[ENTRIES PROVIDED Boundary: Start]
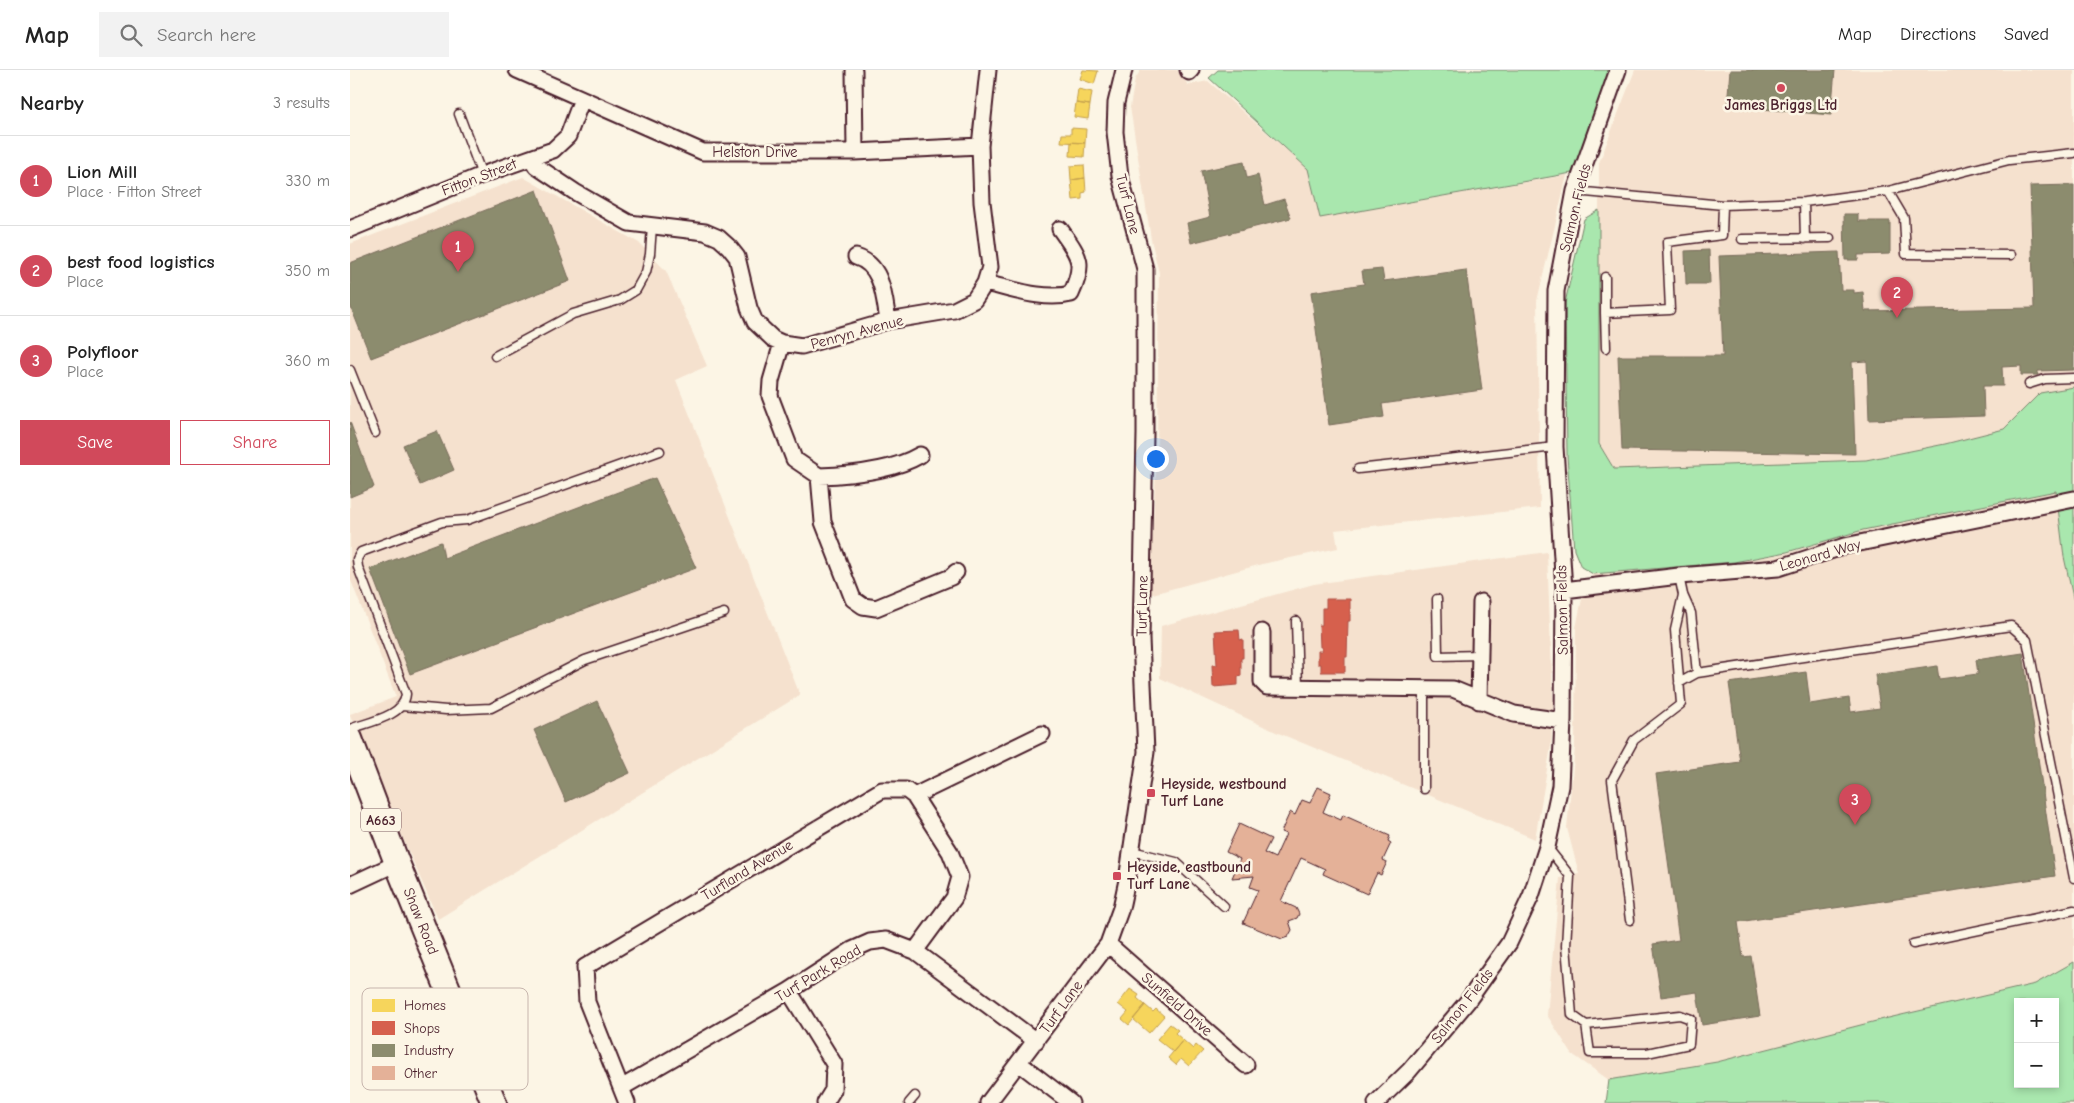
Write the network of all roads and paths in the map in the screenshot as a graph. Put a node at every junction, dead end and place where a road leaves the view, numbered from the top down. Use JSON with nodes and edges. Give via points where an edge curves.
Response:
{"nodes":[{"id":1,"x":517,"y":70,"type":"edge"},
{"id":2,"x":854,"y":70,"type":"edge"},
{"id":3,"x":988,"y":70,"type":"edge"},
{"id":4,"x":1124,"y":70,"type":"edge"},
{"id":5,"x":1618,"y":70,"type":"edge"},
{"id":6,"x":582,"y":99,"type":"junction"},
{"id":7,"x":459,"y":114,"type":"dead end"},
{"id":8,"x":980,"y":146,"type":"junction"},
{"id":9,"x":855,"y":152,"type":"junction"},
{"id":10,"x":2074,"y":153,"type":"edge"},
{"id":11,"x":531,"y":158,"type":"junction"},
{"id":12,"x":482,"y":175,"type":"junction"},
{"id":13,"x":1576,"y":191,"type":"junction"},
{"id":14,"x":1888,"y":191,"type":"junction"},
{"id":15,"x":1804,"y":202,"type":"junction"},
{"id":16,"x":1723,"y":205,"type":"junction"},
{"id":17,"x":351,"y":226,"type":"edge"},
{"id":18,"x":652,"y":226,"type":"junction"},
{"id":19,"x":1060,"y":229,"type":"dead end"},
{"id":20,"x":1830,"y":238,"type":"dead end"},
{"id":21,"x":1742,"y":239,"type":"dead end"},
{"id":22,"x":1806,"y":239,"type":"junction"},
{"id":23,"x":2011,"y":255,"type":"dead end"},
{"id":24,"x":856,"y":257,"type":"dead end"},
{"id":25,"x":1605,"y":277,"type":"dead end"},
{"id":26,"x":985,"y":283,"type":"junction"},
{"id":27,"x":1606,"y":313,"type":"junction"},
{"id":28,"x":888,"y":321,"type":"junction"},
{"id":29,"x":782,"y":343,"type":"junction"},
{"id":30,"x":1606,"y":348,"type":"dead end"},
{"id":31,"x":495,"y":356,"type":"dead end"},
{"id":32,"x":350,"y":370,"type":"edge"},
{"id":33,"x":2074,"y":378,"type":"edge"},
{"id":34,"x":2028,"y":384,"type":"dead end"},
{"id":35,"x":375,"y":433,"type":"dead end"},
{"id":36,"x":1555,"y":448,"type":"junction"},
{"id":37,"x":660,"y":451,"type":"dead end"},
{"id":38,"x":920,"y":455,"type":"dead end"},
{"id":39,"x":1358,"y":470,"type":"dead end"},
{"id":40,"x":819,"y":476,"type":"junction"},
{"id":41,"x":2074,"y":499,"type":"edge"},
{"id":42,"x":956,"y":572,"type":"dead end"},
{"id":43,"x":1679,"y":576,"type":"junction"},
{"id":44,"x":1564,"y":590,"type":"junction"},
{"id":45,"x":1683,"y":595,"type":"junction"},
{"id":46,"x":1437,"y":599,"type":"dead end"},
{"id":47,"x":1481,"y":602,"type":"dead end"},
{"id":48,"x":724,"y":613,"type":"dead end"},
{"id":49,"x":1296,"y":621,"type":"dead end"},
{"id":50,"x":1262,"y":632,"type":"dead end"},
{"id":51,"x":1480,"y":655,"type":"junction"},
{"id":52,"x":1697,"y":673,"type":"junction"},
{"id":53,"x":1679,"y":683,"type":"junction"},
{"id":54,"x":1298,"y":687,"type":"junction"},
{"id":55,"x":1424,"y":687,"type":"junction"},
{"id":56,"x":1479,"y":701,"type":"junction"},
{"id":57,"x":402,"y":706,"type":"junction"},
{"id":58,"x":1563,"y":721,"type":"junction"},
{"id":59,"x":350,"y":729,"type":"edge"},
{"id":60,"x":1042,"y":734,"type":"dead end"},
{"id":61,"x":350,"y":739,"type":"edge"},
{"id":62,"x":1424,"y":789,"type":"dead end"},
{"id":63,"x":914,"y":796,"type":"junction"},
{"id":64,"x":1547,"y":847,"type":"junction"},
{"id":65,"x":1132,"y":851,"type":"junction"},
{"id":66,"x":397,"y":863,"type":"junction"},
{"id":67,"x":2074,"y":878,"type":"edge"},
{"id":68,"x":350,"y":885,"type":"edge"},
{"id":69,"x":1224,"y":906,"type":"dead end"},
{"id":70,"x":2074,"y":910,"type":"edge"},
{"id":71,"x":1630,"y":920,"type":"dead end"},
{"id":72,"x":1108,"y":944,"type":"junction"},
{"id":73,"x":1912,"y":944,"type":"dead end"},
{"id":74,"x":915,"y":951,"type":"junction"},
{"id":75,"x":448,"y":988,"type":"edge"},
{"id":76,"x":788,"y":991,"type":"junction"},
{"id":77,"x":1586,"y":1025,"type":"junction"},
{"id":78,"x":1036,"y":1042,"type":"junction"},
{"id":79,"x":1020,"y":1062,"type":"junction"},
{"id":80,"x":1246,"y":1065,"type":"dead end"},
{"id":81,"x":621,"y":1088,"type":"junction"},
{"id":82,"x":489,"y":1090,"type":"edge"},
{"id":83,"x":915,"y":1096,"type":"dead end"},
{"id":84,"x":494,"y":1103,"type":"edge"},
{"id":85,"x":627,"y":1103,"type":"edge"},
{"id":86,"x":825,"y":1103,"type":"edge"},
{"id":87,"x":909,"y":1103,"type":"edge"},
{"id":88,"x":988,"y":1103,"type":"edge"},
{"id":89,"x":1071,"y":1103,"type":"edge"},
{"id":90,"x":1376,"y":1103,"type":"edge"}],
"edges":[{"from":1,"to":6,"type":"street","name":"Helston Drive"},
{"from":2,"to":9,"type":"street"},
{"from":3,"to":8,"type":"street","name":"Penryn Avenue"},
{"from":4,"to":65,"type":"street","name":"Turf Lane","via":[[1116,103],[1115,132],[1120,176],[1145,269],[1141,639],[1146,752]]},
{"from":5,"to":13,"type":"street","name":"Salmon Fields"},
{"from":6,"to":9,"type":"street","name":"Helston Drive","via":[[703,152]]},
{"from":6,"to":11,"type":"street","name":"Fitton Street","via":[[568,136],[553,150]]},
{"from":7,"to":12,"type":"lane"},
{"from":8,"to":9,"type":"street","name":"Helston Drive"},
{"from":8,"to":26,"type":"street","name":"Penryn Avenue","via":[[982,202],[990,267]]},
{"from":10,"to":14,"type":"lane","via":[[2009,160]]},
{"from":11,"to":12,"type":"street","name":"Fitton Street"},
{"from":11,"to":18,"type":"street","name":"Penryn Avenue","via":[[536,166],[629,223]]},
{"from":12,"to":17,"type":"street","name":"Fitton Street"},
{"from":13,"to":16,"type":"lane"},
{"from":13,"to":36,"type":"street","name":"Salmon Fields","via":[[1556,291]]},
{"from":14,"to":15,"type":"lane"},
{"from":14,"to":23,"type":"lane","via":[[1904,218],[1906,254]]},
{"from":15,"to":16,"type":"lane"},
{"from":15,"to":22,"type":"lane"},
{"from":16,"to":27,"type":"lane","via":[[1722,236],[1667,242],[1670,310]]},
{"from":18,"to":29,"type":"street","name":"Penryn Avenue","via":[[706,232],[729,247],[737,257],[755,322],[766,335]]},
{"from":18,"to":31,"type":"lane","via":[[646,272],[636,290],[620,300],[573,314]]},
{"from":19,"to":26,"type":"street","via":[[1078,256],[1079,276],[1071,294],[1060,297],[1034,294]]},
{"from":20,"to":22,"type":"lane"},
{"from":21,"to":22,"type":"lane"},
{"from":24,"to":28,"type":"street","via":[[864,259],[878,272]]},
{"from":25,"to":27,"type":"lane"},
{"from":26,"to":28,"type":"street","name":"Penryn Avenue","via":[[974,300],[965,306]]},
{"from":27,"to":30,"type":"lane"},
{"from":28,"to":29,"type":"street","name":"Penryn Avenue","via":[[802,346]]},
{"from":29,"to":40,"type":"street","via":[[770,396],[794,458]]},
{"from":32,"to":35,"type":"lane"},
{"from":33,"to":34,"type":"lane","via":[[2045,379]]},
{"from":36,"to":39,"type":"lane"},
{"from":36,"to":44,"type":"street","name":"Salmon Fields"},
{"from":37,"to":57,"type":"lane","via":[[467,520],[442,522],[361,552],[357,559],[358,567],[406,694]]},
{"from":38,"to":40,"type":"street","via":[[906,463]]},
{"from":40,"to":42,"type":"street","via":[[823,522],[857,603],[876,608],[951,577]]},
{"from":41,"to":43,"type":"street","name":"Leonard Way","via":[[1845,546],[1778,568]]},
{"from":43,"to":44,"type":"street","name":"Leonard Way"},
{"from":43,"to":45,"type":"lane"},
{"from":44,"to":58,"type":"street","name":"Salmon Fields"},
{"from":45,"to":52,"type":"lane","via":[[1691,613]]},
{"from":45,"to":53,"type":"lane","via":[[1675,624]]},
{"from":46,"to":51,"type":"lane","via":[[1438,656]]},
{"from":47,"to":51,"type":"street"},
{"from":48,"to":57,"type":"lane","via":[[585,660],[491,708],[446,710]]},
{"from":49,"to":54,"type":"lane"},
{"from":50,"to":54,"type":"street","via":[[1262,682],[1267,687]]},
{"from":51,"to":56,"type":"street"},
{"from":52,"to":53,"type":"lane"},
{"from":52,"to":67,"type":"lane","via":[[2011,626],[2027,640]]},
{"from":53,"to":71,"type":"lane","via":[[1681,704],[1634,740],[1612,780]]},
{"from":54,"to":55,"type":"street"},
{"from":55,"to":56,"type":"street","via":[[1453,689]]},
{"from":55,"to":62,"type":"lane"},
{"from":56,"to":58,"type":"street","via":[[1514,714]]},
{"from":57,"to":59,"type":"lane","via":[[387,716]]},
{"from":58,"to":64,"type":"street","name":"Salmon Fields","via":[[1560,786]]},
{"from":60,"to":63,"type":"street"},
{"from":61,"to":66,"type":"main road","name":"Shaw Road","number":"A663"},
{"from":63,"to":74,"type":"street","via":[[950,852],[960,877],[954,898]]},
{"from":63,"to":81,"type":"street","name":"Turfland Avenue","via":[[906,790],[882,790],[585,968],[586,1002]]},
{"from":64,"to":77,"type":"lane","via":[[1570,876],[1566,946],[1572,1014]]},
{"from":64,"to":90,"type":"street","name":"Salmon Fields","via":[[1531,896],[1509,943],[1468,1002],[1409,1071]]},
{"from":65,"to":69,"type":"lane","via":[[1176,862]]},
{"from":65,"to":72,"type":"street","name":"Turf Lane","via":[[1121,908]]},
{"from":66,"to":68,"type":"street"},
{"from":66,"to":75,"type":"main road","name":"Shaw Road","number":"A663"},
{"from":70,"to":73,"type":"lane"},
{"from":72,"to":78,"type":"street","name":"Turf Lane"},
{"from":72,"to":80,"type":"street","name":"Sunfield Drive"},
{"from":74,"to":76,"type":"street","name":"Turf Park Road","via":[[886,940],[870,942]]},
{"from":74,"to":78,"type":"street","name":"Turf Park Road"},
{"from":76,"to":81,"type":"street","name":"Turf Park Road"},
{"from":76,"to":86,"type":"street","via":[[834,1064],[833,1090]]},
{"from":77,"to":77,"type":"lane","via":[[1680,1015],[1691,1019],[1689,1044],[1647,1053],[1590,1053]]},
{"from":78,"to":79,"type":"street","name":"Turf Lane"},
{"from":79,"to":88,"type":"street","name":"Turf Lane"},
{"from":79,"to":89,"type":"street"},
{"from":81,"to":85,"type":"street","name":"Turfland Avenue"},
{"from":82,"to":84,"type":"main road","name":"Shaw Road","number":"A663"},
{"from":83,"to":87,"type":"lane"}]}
[ENTRIES PROVIDED Boundary: End]
*EXERCISE GOAL*:
Show all lines in the records above that hold "Helston".

*ANSWER SPACE*:
"edges":[{"from":1,"to":6,"type":"street","name":"Helston Drive"},
{"from":6,"to":9,"type":"street","name":"Helston Drive","via":[[703,152]]},
{"from":8,"to":9,"type":"street","name":"Helston Drive"},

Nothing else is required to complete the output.